Amesbury, who served in the Royal Australian Navy in World War II and had a long career in Papua New Guinea, died last Saturday in his 90th year with his family by his side.

He was well-known in education and rugby league circles in PNG in the pre-independence years between the 1950s and 1970s.

A celebration of Amesbury’s life will be held tomorrow at the Northwood Garden of Remembrance, Deception Bay, Queensland, commencing at 10am.

Under Amesbury’s guidance, Bugandi became a great and famous school – a far cry from what it is today – producing many students who went on to become academic, political and business leaders in PNG.

Denis Murrell, a former teacher at the iconic Bugandi from 1968-71, remembers Bugandi and Lae the way they used to be under Amesbury. Murrell is now a freelance consultant and writer in China.

“Bugandi had been built on the site of a former swamp, a place where people said it would be impossible to build anything,” he remembers.

“At first, just 10 acres were cleared of rainforest and a mess, two houses, a dormitory and two classrooms were built. That was in 1959 and amazingly, classes began soon after Jan 21, 1960.

“The school was called Bugandi Upper Primary School and there were just 78 students in standards 7, 8 and 9 and three teachers, two from overseas and one Papua New Guinean.
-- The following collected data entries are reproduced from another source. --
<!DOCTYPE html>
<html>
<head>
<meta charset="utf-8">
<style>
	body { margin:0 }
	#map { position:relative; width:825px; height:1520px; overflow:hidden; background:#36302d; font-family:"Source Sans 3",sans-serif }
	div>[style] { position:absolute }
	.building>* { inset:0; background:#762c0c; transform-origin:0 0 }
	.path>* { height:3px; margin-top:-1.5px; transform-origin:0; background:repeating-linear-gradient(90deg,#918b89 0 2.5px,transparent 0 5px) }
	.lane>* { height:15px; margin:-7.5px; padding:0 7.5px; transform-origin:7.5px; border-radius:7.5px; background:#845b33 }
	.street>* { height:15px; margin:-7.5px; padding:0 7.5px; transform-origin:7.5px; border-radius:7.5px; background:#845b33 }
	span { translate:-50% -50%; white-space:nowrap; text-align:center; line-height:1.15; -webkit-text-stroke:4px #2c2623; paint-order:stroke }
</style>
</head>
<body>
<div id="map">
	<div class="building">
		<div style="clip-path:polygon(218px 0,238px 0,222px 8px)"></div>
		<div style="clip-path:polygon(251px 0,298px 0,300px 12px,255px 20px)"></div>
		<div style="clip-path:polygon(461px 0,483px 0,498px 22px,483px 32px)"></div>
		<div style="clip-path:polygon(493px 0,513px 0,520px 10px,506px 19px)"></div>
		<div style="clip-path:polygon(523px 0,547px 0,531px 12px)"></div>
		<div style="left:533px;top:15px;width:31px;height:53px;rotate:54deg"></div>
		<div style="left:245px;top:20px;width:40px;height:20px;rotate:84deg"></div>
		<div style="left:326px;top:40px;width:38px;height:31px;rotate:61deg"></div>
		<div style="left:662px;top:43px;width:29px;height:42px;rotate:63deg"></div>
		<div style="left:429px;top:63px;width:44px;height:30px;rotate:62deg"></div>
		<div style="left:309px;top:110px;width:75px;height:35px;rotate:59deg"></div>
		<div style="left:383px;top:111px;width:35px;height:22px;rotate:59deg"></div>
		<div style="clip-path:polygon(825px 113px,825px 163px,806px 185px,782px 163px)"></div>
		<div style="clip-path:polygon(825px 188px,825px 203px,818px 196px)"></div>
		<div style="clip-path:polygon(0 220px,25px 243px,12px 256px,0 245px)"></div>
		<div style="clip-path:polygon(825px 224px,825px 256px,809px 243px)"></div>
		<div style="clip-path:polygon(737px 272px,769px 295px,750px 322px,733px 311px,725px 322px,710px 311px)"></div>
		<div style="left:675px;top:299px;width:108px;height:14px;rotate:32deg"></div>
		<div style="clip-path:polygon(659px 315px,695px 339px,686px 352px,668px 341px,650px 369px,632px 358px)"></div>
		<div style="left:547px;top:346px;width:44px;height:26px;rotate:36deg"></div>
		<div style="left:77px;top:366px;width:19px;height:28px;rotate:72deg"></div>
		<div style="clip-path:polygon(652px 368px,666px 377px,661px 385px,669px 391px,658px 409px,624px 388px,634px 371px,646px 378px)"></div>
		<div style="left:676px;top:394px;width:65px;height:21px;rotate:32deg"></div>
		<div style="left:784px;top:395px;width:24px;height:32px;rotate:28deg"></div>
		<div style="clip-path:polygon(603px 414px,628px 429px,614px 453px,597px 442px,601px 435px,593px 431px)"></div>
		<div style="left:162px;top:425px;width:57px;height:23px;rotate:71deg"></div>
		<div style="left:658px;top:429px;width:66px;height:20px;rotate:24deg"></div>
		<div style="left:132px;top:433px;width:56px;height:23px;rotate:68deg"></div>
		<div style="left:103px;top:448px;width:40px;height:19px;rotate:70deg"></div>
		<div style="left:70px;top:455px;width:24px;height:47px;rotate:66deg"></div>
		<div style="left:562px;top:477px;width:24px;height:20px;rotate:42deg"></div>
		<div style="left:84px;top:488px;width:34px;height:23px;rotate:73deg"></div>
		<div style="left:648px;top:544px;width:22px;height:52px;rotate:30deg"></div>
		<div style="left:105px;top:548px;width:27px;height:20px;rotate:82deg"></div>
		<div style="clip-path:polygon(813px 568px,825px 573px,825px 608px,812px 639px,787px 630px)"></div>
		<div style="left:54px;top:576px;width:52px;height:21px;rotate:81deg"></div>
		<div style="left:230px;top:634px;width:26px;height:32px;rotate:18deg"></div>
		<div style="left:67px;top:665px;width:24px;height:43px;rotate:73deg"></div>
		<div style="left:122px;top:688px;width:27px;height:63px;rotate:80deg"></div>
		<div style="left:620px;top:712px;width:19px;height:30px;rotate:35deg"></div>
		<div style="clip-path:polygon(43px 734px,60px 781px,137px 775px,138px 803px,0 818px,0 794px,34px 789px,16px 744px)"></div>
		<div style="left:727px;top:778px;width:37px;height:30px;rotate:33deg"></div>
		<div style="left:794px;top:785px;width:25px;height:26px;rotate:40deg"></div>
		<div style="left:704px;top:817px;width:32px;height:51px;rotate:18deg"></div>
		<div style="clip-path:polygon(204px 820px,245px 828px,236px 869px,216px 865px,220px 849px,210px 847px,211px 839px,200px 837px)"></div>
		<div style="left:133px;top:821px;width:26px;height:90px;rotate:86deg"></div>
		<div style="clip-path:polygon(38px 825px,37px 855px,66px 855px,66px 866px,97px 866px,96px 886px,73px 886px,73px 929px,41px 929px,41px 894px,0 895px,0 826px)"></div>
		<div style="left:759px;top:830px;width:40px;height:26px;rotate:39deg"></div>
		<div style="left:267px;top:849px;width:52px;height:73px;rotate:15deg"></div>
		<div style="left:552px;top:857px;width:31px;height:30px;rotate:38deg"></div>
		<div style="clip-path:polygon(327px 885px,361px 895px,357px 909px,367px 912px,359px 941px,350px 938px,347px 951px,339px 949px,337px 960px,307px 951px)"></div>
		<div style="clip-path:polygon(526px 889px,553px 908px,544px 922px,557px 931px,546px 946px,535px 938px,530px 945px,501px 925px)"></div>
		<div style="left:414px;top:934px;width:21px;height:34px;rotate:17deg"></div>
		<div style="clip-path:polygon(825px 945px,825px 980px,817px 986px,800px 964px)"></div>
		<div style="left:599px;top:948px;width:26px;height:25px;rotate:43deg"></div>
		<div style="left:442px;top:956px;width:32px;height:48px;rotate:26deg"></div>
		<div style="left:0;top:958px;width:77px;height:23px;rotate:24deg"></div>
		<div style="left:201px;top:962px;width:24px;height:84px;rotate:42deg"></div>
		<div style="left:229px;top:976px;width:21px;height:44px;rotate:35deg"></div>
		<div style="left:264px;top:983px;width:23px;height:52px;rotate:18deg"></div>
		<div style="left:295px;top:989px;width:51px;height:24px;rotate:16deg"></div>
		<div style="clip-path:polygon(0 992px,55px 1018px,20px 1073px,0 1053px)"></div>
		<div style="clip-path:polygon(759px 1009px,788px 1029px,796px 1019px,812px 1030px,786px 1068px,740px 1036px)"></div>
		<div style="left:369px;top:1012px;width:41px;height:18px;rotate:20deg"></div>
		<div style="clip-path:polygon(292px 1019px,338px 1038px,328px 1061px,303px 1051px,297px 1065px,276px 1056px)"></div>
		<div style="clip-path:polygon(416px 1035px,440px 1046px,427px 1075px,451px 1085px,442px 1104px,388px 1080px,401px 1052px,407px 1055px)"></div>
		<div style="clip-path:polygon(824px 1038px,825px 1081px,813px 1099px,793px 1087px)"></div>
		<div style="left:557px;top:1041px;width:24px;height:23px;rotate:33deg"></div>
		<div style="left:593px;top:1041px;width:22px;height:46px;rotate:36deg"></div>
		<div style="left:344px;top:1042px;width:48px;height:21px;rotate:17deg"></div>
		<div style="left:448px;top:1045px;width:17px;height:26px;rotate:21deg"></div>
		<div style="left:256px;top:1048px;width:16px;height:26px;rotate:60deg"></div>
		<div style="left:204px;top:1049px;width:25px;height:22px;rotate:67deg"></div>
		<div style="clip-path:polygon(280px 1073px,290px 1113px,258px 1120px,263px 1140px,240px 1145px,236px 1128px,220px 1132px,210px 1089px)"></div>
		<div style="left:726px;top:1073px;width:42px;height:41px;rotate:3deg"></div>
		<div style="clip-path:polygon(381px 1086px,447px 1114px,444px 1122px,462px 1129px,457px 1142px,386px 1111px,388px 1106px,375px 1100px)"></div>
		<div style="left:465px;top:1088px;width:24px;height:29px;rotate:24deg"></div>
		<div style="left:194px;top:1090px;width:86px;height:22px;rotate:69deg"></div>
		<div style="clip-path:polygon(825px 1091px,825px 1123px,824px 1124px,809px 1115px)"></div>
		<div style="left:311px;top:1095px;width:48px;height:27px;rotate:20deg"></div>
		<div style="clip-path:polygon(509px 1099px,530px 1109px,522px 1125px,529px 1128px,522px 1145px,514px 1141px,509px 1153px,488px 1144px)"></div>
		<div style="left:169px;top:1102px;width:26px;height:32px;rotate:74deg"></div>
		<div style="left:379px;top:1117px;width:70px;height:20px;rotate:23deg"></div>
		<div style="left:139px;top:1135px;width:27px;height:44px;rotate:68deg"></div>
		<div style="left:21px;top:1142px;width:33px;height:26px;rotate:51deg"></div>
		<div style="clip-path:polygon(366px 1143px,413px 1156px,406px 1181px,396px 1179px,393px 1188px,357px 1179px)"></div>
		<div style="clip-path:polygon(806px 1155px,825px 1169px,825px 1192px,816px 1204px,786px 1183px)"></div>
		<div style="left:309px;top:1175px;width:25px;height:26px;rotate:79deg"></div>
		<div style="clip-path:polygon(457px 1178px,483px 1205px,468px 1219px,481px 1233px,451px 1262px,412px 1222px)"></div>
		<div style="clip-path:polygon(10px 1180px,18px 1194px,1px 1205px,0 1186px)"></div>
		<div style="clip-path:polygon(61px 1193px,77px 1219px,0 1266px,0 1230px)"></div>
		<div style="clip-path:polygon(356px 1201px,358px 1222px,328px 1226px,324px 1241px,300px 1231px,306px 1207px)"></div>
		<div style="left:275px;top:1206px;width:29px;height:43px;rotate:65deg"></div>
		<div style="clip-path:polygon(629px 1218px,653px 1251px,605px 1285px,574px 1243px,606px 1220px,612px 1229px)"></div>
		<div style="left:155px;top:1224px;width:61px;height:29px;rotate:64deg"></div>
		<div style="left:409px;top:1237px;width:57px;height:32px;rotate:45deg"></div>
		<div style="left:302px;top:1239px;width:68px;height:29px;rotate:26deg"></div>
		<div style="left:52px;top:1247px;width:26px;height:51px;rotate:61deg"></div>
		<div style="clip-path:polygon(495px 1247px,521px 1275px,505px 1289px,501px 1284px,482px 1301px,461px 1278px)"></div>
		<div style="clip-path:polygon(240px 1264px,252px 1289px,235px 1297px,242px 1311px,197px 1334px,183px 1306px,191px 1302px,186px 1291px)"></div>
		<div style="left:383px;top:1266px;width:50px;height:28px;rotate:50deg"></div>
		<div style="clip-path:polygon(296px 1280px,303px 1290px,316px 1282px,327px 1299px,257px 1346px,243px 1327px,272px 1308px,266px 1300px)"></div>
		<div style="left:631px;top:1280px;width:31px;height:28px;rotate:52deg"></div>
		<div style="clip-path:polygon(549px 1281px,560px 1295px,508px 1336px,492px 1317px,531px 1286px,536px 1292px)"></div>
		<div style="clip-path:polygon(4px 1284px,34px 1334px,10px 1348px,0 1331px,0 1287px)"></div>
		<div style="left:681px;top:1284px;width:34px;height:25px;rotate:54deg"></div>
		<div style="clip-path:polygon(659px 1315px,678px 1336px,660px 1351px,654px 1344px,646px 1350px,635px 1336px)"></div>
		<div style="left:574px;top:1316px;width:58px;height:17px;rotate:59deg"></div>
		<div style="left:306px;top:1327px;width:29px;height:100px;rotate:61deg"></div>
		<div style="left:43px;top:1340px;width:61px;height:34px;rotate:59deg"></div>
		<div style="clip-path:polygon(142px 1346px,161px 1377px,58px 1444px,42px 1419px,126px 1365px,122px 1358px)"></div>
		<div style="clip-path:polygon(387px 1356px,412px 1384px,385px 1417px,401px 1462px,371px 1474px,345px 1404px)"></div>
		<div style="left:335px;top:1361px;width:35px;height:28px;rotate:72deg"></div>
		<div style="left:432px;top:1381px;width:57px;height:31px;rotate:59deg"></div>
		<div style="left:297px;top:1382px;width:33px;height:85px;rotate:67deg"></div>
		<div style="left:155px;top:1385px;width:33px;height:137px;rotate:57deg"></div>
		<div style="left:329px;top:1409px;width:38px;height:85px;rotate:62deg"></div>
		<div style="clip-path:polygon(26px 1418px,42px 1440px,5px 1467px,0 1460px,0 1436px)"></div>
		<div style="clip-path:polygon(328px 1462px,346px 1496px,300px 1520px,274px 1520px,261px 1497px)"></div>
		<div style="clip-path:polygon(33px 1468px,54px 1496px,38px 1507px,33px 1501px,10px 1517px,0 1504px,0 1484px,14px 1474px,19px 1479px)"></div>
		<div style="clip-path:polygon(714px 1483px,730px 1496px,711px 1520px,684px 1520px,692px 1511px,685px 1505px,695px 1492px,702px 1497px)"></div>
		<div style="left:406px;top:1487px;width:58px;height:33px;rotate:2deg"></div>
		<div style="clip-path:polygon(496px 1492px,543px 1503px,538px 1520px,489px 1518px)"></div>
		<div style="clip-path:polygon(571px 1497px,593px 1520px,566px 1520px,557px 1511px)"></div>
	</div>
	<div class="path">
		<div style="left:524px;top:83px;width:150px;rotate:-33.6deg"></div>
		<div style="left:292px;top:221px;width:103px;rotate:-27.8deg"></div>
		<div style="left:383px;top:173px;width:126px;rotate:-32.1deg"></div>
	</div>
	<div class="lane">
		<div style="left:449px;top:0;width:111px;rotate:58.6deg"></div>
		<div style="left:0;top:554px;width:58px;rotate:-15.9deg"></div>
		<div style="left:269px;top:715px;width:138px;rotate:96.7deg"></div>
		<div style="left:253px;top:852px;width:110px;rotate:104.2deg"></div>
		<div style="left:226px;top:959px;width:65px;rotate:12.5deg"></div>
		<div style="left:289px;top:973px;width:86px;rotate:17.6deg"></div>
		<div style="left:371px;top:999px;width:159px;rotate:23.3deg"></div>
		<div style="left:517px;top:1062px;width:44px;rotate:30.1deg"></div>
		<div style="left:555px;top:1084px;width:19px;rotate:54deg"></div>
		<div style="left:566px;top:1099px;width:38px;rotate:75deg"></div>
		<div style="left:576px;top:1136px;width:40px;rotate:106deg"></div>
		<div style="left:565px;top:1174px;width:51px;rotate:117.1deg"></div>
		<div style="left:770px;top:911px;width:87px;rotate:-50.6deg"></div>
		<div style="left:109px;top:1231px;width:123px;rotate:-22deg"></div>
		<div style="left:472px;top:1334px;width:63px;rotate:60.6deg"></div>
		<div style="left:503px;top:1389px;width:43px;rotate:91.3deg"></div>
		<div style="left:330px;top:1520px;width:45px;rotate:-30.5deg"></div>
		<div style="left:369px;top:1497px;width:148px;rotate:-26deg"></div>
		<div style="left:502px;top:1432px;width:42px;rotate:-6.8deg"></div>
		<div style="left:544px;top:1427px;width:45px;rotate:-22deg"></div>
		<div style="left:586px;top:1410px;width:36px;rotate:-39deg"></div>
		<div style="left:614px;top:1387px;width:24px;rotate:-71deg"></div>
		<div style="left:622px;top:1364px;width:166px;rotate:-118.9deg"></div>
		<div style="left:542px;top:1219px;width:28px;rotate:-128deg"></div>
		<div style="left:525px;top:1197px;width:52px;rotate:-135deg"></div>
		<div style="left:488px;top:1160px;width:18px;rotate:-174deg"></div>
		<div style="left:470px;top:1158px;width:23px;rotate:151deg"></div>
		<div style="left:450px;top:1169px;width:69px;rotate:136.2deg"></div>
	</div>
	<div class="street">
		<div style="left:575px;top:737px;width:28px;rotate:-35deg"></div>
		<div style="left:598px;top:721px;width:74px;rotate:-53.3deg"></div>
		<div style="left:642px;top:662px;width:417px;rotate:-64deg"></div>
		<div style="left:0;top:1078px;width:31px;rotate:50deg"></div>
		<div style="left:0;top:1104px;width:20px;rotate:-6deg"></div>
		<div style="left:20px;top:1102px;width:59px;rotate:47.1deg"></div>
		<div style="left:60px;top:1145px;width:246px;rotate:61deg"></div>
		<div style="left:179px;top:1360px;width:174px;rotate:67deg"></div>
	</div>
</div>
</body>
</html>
 “By 1962, the name had been changed to Bugandi Junior High School and in the following year, a man famous throughout the land, Jack Amesbury, was appointed as principal.

“He worked successive groups of students hard over the years, to take the land back from the water, fell trees, clear undergrowth, build roads, plant lawns and gardens and construct playing fields and livestock pastures and I could see the results of this hard work as I travelled down the driveway in Jack’s car

“The school had become a full high school in 1965.

“There were 257 students by then, enrolled in forms 1 and 2, but in 1966, Bugandi began enrolling students from all over the New Guinea mainland,” Murrell says.